HEMTs are usually based on III-V materials, especially GaAs and GaN technology, as a consequence of their electrical properties. In the last years gallium nitride has become one of the most interesting and suitable material. The high direct energy gap led to better performances especially in optoelectronic devices such as Light emitting diodes, lasers and detectors. Furthermore, the high carrier saturation velocity and the high mobility demonstrated high performances in devices aimed at high frequency, such as HEMTs. Finally the high electric field breakdown and Johnson’s figure of merit suggest its use for devices with high power requirements, thus overcoming in many areas gallium arsenide technology. For many applications, such as MMIC (monolithic microwave integrated circuits) structures, gallium arsenide is preferable, mainly as a consequence of excellent charge transport properties and low loss at microwave and millimetre-wave frequencies. Furthermore, especially for commercial purposes, gallium arsenide is more used due to the well-established technology.
Although the significant intrinsic properties, both gallium arsenide and gallium nitride HEMT technology are still affected by reliability issues which limit their performances in common applications. The purpose of this thesis is to study reliability topics which limit HEMT technology on the basis of materials used, namely GaAs, GaN, InAlN, in order to define corresponding limits and performances. With the aim of providing for a more complete perspective the analysis will focus not only on discrete transistors but it will be extended also on complete structures such as power amplifiers.
Within this work we present a detailed study of two main degradation mechanisms which still affect GaAs technology and limit its performances both in discrete pHEMTs and in commercial complete structures: thermal degradation and electrostatic discharge failure. Thermal degradation analysis has been firstly studied on discrete structures, namely pseudomorphic HEMTs. A first purpose is to define main failure mechanisms and modes by means of a long term thermal stress with no bias applied. Several analysis (DC, pulsed, end resistances and barrier height evaluation) has been proposed to monitor devices behaviour. Degradation appears to be non-monotonic, i.e. drain current first decreases, then increases again, following the corresponding shifts in the threshold voltage. Although the initial decrease of drain current could be attributed to gate metal interdiffusion, or "gate sinking", leading to a positive shift of threshold voltage, it is accompanied by a variation of the maximum value of transconductance and an increase of end resistances, that suggest a concurrent degradation of ohmic contacts. A third mechanism, represented by the Schottky barrier height, counteracts the effect of gate interdiffusion and eventually prevails, leading to an opposite shift of the threshold voltage.

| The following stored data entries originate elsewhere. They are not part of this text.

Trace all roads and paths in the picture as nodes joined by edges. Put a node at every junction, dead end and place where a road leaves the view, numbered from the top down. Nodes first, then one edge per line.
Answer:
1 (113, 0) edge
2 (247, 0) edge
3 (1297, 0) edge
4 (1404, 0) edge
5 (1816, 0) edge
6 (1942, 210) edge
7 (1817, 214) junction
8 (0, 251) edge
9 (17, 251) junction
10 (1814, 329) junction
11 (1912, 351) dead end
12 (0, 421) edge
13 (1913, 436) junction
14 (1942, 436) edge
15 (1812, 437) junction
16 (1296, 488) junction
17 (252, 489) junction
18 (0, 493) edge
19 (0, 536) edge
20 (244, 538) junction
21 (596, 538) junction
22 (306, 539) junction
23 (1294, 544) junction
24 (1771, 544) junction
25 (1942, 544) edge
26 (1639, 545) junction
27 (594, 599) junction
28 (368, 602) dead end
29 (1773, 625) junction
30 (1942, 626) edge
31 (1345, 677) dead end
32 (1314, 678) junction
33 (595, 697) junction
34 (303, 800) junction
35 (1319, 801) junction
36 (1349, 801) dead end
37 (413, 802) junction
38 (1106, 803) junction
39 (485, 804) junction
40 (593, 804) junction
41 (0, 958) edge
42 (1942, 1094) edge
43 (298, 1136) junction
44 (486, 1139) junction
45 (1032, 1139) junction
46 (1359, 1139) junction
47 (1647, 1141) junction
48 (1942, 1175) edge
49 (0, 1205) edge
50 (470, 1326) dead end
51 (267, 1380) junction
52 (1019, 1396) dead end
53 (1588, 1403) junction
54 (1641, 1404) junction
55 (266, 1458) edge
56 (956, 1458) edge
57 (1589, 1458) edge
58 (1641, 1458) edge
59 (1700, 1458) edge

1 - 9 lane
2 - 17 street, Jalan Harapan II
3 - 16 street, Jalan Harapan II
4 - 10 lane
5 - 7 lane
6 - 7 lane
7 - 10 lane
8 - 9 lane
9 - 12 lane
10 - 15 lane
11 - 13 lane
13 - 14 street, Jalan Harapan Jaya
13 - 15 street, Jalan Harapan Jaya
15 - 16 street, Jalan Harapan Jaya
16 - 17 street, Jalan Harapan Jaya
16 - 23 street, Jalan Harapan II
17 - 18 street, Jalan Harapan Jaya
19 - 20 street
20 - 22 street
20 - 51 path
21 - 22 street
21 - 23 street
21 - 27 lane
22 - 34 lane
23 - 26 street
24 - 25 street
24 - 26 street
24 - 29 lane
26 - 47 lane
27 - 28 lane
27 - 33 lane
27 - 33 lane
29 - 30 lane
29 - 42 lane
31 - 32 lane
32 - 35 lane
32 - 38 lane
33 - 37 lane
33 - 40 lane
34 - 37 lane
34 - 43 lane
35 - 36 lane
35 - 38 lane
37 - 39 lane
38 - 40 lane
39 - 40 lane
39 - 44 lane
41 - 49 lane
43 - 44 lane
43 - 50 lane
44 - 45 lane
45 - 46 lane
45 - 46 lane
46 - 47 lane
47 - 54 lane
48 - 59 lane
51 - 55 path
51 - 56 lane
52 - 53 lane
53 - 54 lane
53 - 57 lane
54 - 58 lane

Devices used for high power applications can reach high junction temperatures as a consequence of the power dissipation, demonstrating the importance of accurately defining the thermal resistance, i.e. the channel temperature variation as a function of power dissipated. A second purpose of this chapter is to provide for a detailed description of different techniques (namely DC, pulsed and infrared thermal camera) to estimate channel temperature of HEMTs and to present a critical comparison among them. Differently from DC and pulsed evaluation, analysis with IR thermal camera strongly underestimates the results. With the aim of understanding the impact of inaccuracies on a high frequency application the analysis has been extended to a four stage MMIC power amplifier. The strong underestimation of IR method has been confirmed; furthermore the thermal interaction among different stages and its impact on the structure has been studied. By means of a deep analysis of thermal resistance a HTOL test has been proposed on power amplifiers, submitting the devices both to an electrical and thermal stress and confirming that no significant effect is noticed if a junction temperature lower or equal to 250°C is reached. Comparison between VTH shift in HTOL and thermal stress suggests that the junction temperature has been slightly underestimated.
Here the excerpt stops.